The upshot is that if power is cut to the NAS server while the VM is active, the
and the NAS hasn’t yet flushed the outstanding writes to disk, then the VM’s
file system may be corrupted beyond the ability of file system repair tools to
fix. We witnessed this problem firsthand by cutting the power to the NAS server
while actively exercising a Linux VM’s iSCSI disk by running the
file system benchmark. Our Linux system’s
btrfs filesystem was corrupted
beyond the ability of
btrfsck to fix, emitting cryptic errors such as “
child eb corrupted” and “
parent transid verify failed” before finally giving up. We
lost our VM, and had to reinstall Linux from scratch.
The IOPS Results:
The IOPS results were good, averaging 21k. As a comparison, they were much better than a mechanical hard drive’s (44 -203), and better than even SATA 3 Gbit/s’s 5k-20k, but nowhere near as performant as the higher end NVMe drives (e.g. Samsung SSD 960 PRO’s 360k).
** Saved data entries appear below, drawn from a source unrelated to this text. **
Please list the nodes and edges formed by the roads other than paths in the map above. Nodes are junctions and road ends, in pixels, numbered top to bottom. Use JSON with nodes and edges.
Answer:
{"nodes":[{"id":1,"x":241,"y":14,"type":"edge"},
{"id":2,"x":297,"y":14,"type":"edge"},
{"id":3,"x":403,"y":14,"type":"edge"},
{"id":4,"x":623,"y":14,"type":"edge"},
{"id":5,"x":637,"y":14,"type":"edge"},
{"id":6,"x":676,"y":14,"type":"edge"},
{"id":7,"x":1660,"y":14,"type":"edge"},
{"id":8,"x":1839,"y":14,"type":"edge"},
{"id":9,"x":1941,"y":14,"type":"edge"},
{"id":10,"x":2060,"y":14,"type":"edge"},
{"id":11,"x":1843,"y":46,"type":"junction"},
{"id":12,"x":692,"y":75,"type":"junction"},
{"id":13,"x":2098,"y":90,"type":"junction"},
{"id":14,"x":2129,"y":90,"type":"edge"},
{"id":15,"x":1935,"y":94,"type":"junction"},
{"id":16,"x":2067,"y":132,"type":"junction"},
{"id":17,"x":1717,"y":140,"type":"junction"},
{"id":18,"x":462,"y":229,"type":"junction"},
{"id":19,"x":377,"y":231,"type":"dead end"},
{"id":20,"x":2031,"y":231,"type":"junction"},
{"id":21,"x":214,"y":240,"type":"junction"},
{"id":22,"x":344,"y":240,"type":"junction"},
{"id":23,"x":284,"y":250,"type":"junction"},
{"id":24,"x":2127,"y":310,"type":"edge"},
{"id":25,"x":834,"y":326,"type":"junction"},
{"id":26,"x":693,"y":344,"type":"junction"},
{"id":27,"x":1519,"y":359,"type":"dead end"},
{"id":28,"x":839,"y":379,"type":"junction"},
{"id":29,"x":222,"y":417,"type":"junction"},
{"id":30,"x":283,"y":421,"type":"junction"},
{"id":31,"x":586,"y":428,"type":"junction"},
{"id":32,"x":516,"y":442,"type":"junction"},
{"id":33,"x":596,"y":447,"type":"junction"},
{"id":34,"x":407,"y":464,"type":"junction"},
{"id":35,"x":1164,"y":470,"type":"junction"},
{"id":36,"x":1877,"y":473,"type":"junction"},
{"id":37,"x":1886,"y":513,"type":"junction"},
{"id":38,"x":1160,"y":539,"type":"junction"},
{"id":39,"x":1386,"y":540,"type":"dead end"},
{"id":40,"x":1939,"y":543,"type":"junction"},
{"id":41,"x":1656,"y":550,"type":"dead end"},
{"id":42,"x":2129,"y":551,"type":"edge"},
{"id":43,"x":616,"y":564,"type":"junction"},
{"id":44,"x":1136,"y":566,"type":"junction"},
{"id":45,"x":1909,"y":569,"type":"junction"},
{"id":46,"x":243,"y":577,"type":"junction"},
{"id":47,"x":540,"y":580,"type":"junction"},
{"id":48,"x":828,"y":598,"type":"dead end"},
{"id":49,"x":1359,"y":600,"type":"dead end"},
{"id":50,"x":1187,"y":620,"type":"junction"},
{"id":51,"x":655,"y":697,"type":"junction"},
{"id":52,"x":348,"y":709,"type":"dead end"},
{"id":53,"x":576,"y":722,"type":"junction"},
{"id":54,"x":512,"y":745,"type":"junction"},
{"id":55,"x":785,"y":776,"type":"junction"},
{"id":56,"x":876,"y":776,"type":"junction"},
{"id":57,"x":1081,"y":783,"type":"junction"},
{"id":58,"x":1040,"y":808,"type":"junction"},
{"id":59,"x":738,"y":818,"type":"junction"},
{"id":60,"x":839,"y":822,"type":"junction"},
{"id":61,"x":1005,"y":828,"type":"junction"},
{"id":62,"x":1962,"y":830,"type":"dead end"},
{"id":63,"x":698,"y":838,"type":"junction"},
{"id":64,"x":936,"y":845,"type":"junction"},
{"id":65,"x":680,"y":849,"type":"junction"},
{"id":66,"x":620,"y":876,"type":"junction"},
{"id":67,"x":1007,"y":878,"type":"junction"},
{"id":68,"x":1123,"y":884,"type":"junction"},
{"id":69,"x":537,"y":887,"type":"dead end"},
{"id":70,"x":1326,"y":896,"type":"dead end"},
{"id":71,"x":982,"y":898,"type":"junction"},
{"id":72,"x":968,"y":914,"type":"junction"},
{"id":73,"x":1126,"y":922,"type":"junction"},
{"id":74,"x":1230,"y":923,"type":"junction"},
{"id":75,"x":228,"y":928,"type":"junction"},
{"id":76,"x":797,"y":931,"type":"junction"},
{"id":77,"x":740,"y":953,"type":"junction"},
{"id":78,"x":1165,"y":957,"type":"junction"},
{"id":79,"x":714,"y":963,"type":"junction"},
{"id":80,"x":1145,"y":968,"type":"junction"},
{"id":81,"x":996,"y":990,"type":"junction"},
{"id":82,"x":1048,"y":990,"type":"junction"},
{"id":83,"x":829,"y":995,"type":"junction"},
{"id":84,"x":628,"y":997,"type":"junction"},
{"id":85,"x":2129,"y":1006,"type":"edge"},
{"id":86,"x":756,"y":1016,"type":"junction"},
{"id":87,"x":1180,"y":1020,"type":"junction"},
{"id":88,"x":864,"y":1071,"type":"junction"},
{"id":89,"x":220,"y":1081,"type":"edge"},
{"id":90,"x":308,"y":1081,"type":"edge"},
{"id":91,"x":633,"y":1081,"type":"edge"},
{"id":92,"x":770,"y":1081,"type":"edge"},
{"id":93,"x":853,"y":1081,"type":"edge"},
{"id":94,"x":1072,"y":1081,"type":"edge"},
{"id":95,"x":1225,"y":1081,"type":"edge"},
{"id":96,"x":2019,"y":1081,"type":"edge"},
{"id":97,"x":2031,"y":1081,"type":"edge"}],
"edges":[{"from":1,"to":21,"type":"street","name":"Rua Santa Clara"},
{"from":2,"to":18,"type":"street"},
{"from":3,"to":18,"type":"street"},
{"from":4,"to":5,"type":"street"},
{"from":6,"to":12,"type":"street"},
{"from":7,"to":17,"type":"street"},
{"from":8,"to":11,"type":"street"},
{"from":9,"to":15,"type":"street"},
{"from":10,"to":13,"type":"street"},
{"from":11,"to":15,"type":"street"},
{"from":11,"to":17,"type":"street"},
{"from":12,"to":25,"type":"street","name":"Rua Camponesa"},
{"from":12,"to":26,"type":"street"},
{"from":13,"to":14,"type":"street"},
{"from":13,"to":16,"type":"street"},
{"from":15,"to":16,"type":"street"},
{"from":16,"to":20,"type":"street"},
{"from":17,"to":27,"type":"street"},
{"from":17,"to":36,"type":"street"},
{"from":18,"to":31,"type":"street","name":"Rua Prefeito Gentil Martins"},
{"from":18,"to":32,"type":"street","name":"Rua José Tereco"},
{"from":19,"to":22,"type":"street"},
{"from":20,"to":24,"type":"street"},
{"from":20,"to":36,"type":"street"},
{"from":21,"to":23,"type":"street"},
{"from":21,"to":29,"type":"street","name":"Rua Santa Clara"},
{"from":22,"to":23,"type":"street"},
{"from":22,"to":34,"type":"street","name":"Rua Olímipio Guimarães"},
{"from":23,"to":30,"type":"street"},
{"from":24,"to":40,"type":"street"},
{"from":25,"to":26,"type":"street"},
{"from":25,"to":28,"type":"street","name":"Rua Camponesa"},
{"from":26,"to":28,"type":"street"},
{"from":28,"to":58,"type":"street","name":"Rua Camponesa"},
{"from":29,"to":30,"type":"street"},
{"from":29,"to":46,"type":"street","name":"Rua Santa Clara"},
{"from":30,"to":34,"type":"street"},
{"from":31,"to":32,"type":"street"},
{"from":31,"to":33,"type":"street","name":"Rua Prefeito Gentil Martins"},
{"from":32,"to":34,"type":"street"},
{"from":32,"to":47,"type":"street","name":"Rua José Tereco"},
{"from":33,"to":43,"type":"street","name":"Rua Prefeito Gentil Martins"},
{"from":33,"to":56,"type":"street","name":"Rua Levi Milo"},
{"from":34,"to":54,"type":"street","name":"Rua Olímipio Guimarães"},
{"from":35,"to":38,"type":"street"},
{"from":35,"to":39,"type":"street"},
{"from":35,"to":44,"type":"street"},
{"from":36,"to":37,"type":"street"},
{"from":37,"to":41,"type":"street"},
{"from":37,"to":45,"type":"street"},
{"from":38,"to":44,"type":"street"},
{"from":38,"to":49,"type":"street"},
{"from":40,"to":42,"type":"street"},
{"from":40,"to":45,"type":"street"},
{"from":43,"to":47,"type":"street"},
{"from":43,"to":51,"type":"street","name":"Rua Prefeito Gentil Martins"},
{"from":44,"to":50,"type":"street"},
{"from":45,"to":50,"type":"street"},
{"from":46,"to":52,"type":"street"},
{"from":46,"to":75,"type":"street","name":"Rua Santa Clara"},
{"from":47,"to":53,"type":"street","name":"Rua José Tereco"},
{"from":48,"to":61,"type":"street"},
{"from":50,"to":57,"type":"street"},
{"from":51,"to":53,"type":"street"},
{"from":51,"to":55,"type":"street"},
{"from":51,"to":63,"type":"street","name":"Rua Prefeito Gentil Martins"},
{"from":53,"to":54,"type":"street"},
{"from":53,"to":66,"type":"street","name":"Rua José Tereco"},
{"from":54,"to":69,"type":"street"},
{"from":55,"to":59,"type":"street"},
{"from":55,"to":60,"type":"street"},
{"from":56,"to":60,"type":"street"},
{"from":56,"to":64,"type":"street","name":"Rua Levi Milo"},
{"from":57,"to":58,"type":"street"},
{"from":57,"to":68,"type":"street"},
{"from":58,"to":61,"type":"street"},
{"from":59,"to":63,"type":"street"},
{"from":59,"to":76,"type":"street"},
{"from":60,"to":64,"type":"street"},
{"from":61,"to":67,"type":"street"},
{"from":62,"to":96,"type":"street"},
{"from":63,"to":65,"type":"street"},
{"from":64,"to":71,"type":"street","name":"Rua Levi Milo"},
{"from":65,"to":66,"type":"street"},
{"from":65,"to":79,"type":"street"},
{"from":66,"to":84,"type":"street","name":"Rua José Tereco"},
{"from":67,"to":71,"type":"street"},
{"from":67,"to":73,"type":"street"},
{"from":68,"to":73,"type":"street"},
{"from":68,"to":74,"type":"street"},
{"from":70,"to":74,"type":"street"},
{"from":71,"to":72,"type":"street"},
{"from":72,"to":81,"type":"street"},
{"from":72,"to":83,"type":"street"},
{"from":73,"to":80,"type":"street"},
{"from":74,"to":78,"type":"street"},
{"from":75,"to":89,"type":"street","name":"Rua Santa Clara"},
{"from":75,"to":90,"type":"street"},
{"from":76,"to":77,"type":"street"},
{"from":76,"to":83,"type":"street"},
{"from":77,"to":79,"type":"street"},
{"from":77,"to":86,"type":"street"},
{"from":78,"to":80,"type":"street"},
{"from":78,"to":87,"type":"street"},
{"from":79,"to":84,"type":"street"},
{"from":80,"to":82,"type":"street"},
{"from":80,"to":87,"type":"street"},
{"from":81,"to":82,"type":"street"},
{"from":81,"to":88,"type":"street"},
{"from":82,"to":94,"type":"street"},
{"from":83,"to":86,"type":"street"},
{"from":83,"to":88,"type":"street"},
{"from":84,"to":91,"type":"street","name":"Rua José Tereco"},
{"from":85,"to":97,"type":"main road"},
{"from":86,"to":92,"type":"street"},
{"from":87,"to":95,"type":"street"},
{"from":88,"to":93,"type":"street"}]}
|Motherboard||$820 1 × Supermicro X10SDV-8C-TLN4F+ Mini-ITX 1.7GHz 35W 8-Core Intel Xeon D-1537||$375 1 × Supermicro A1SAi-2750F Mini-ITX 2.4GHz 20W 8-Core Intel C2750|
|RAM||$1,336 4 × D760R Samsung DDR4-2666 32GB ECC Registered||$372 4 × Kingston KVR13LSE9/8 8GB ECC SODIMM|
|HBA||(same HBA)||$238 1 × LSI SAS 9211-8i 6Gb/s SAS Host Bus Adapter|
|Disk||(same Disk)||$1,190 7 × Seagate 4TB NAS HDD ST4000VN000|
|Power Supply||(same Power Supply)||$110 1 × Corsair HX650 650 watt power supply|
|Ethernet Switch||$589 1 × QNAP QSW-1208-8C 12-port 10GbE unmanaged switch||$18 1 × TP-Link 8-Port Gigabit Desktop Switch TLSG1008D|
|SFP+ Modules||$79 2 × Ubiquiti UF-MM-10G U Fiber SFP+ Module 2-pack||N/A|
- Hypervisor: VMware ESXi, 6.7.0, 13644319
- Underlying hardware: (same as file server’s): Supermicro X10SDV-8C-TLN4F+ Mini-ITX 1.7GHz 35W 8-Core Intel Xeon D-1537
- vCPUs: 8
- RAM: 8 GiB
- OS: Fedora 30 (Server Edition)
- Linux kernel: 5.0.16-300.fc30.x86_64
- Filesystem: tmpfs (not ext4 nor btrfs)
- Benchmarking Software: GoBonnieGo v1.0.9
- Benchmarking invocation:
./gobonniego -dir /tmp/ -json -seconds 14400 -v -iops-duration 60
We didn’t control solely for the 1 GbE → 10 GbE differences: the ethernet controllers were built into the motherboards, hence the ethernet controller upgrade entailed a motherboard upgrade in turn entailing CPU & RAM upgrades.
In other words, the performance increases can’t be attributed solely to the change in network controllers; faster CPUs and larger (32 GiB → 128 GiB) and faster (DDR3 → DDR4) RAM may also have been a factor.
We have seen at least one dramatic speed-up that we could not attribute to the ethernet upgrade: when browsing an AFP (Apple Filing Protocol) share from our WiFi-based laptop, we noticed that one large directory (4.5k entries), which previously took ~30 seconds to display in Apple’s Finder, now displayed in sub-second time. We know the WiFi’s throughput (200 Mb/s) was minuscule compared to the file server’s (1 Gb/s, 10 Gb/s), so the reason for the speed-up lay elsewhere.
Other VMs had disks that were placed on the iSCSI datastore; they may have contended with benchmark VM for disk access. We feel the contention was minor at most.